Millerton New Town had been a 2,000-acre twinkle in Fresno County’s general plan as far back as the mid-1980s. Officials tell me it never progressed because of concerns about service reliability. But in recent years, new development across the Madera County border got Fresno County eyeing Millerton more aggressively. In 2011, the state granted permission for the community to source water from Millerton Lake. That same year, developers broke ground.
“We thought, before our residents jump into new houses in Madera and we lose the tax base, let’s at least provide them an opportunity to stay here,” says Henry Perea, one of five Fresno County supervisors.
Millerton New Town may very well provide short-term revenues to the county, but from long-term environmental and financial standpoints, it risks unsustainability, officials and experts told me. It may also perpetuate challenges of water access and affordability that have plagued the region for so long.
“Millerton New Town appears to spit in the face of SB 375,” says Mike Dozier, executive director of both Fresno State University’s Office of Economic and Community Development and the California Partnership for the San Joaquin Valley, a non-profit promoting regional growth. “Those students are not all going to be living on campus. People that work there aren’t going to want to live there. They will be commuting from Fresno.”

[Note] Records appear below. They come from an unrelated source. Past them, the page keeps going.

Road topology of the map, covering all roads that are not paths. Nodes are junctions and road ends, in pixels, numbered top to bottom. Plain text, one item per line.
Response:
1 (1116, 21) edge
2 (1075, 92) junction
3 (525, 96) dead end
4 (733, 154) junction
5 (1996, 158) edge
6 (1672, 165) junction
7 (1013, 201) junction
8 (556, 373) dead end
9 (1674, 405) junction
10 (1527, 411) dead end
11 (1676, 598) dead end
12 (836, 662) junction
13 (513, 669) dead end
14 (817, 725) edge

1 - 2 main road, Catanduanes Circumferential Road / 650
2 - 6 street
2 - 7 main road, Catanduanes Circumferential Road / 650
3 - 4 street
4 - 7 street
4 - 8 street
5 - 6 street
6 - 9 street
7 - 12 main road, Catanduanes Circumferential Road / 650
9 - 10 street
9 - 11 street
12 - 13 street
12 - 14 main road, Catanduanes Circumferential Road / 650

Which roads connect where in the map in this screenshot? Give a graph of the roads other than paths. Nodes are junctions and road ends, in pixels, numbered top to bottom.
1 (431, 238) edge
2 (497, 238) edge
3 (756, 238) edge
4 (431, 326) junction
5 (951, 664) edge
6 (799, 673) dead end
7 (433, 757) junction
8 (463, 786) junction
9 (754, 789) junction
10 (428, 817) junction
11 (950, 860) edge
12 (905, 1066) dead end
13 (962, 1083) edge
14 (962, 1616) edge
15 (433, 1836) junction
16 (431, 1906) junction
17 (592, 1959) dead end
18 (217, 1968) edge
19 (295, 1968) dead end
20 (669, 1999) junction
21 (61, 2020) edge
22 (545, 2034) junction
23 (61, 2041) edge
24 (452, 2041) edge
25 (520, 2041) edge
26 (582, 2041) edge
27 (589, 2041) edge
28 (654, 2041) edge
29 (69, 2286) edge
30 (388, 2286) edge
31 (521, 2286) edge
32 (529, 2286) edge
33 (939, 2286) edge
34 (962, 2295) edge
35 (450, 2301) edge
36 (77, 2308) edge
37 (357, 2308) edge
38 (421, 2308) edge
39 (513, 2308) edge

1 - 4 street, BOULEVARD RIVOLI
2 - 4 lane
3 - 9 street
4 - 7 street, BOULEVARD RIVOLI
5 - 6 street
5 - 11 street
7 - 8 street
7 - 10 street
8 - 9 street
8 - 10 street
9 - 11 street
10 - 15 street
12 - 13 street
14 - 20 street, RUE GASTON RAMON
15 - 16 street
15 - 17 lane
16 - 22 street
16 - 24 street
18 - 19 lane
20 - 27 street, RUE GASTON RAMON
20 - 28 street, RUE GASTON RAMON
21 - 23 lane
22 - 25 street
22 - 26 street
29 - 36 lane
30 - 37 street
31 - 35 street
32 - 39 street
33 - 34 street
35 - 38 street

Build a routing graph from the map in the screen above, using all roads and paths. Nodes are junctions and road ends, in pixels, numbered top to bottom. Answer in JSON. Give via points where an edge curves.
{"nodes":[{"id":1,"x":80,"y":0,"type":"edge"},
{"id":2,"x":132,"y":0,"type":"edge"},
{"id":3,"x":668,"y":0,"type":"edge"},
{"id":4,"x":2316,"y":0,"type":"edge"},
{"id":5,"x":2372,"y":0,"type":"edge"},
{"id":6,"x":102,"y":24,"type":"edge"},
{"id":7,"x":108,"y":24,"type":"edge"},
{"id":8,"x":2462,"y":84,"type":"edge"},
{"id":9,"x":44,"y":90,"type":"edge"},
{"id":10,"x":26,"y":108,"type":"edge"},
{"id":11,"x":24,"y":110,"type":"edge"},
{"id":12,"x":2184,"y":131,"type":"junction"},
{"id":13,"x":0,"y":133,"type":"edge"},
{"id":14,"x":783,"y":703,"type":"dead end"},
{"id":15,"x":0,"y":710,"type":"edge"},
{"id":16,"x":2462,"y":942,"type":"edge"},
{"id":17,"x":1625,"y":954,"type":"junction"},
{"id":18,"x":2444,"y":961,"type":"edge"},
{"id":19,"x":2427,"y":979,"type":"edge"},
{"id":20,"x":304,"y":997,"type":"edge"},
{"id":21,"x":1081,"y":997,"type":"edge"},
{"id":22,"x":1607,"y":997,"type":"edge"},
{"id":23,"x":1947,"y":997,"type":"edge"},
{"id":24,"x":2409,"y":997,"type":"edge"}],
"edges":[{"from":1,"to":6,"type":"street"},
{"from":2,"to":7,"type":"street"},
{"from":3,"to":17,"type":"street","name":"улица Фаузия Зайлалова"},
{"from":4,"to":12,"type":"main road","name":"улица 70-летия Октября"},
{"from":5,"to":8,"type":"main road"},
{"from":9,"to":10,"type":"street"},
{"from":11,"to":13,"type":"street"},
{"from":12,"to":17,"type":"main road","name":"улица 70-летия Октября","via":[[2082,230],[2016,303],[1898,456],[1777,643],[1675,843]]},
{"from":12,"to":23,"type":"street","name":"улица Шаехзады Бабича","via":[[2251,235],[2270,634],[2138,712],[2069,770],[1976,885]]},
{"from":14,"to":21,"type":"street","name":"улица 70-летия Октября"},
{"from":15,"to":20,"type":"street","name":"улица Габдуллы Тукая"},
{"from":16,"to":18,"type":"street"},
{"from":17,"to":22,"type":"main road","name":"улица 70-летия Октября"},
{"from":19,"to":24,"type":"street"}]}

Right now, there is only one access road that serves Millerton New Town. It’s the same one that boaters and jet-skiers take to get to the lake’s recreation area, and the same one revelers take to roll the dice at a nearby tribal casino. That road will likely need widening to serve more vehicles going up and down the hill.
“This is going to contribute to the greenhouse gas situation,” Dozier says. Analyses of different scenarios of growth for Fresno County—developed by local planners under SB 375—bear out his conclusion.
Bernard Jimenez, Fresno County’s deputy director of planning, has said there’s a possibility that light rail will one day serve the area, alongside other environmental mitigations. Developers have argued that the Millerton community will be self-sufficient, with its own services and shopping, so residents won’t need to travel.
Either way, Jimenez believes that Millerton will be financially sound: “This is development that covers its own costs, and the community will maintain its own infrastructure. That’s been a fundamental policy of the county for decades.”
But that too is questionable, since county supervisors have encouraged the development by waiving the public-impact fees that developers would normally pay. These fees are usually considered key to growth “paying for itself”—providing a funding source to build things like a sheriff sub-station, a library, an updated water treatment plant, and any other county facility that might eventually be necessary for a new community. That means residents may wind up needing to pay for those things out of pocket—which they may or may not be able to.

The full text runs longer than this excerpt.